■ Exercise requirements:
Which lines in the data below contain the string "Parwasal"? Show each one.

Extracted records:

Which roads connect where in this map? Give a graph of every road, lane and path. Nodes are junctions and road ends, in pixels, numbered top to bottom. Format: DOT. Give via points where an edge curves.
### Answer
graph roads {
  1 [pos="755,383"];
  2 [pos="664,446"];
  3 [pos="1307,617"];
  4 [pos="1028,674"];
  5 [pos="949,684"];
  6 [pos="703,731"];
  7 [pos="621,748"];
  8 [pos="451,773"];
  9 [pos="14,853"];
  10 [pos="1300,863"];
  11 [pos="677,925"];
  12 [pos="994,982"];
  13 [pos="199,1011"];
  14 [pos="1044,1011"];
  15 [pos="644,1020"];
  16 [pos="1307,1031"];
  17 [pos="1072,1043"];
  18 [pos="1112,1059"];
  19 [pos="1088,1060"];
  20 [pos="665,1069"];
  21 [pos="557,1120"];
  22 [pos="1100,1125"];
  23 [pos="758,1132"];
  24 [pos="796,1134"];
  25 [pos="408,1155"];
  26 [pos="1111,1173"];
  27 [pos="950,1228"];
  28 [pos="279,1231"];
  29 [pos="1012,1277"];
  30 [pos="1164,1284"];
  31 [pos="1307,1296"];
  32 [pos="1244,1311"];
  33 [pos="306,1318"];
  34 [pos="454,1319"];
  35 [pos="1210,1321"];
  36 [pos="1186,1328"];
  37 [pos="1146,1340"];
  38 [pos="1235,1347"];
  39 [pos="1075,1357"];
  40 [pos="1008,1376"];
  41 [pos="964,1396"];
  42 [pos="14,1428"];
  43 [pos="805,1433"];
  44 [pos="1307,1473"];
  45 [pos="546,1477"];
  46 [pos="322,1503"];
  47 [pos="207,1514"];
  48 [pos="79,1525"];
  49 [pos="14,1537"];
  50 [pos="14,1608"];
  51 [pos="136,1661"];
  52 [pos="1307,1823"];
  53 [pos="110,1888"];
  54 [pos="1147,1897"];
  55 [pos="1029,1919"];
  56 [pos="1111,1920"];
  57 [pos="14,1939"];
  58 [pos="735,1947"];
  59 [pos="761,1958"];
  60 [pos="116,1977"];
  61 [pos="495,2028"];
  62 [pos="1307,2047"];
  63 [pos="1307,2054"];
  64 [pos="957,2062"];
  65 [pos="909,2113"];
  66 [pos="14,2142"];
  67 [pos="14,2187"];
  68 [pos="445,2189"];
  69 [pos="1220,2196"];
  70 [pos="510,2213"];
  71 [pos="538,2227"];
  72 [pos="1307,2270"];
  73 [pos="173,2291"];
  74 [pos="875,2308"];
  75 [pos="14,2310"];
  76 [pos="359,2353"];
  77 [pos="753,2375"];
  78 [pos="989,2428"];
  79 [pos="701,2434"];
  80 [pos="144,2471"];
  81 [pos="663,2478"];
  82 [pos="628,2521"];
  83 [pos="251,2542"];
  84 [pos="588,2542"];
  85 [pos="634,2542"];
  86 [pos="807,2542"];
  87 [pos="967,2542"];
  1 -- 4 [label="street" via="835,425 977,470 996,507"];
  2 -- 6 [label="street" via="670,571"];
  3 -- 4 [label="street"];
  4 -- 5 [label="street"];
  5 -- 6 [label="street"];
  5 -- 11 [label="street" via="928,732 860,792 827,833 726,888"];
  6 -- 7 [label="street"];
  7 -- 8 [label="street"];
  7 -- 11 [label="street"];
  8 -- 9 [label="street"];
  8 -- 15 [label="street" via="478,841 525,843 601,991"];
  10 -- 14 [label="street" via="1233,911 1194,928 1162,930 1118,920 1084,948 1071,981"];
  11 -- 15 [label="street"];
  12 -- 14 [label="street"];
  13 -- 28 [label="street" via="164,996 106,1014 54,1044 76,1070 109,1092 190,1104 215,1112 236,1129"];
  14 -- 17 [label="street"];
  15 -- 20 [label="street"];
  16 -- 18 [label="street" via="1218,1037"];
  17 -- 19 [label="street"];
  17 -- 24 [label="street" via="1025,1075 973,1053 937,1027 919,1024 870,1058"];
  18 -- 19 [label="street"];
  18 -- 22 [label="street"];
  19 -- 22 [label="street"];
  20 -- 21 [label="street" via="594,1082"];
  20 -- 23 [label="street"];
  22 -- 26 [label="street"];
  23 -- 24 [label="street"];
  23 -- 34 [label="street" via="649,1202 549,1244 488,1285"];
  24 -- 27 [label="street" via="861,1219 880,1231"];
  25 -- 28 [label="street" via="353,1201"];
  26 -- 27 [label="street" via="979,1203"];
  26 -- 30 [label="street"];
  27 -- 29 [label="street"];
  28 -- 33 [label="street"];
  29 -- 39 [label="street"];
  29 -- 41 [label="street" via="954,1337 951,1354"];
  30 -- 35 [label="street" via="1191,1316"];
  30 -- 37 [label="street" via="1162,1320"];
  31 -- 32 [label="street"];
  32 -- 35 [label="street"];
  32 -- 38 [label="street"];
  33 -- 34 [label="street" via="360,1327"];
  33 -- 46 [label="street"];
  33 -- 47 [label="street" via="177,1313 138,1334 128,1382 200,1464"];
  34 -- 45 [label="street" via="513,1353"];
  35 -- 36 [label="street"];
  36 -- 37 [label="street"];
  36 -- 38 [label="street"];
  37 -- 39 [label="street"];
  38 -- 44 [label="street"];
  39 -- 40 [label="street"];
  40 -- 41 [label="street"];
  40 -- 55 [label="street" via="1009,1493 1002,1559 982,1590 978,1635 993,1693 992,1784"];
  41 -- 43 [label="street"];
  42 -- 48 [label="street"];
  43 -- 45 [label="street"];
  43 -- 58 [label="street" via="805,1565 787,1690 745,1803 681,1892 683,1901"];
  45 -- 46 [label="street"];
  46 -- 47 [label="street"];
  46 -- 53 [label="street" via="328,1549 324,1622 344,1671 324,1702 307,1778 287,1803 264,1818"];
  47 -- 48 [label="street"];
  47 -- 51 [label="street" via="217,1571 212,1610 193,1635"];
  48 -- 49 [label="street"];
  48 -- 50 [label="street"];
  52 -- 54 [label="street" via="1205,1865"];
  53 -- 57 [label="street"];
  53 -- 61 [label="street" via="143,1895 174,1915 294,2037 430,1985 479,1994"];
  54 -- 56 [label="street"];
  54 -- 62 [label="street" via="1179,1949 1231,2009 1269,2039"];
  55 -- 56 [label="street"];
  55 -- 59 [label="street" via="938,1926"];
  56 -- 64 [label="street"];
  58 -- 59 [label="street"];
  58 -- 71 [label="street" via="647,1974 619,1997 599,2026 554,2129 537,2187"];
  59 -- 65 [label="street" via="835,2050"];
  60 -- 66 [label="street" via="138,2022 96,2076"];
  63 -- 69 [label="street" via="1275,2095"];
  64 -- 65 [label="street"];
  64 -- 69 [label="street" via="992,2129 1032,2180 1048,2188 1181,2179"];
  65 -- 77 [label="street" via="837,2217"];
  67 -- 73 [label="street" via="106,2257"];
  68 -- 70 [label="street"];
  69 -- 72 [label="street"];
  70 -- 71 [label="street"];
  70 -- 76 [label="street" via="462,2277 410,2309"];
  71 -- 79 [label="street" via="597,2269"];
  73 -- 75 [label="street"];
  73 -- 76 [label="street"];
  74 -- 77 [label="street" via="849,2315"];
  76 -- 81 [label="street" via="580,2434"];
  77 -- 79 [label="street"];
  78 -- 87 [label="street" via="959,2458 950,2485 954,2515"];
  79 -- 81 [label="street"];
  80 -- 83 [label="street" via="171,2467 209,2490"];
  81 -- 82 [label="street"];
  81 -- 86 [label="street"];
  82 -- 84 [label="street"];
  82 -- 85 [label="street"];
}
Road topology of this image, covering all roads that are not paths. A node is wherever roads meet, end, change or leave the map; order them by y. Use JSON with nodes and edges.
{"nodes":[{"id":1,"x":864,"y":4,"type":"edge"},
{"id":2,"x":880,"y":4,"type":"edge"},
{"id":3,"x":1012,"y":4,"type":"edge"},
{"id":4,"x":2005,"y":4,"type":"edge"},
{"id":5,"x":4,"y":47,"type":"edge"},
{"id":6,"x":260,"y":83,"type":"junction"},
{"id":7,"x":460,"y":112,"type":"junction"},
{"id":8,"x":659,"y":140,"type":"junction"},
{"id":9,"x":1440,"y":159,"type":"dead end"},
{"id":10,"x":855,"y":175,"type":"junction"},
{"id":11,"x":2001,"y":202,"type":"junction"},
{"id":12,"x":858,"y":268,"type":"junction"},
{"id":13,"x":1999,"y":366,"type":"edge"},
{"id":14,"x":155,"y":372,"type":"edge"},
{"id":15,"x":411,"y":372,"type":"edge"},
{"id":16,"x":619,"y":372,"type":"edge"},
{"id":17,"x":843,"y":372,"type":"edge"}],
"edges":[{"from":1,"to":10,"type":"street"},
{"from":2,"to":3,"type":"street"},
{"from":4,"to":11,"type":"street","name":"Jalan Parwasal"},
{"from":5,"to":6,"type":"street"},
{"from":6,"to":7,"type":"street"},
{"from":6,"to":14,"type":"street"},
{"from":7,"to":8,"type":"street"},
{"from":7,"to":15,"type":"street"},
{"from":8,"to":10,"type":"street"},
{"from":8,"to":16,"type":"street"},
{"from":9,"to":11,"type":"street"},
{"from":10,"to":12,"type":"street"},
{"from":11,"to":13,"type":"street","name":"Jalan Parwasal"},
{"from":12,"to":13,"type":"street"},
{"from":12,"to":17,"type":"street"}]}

■ Response to this task:
{"from":4,"to":11,"type":"street","name":"Jalan Parwasal"},
{"from":11,"to":13,"type":"street","name":"Jalan Parwasal"},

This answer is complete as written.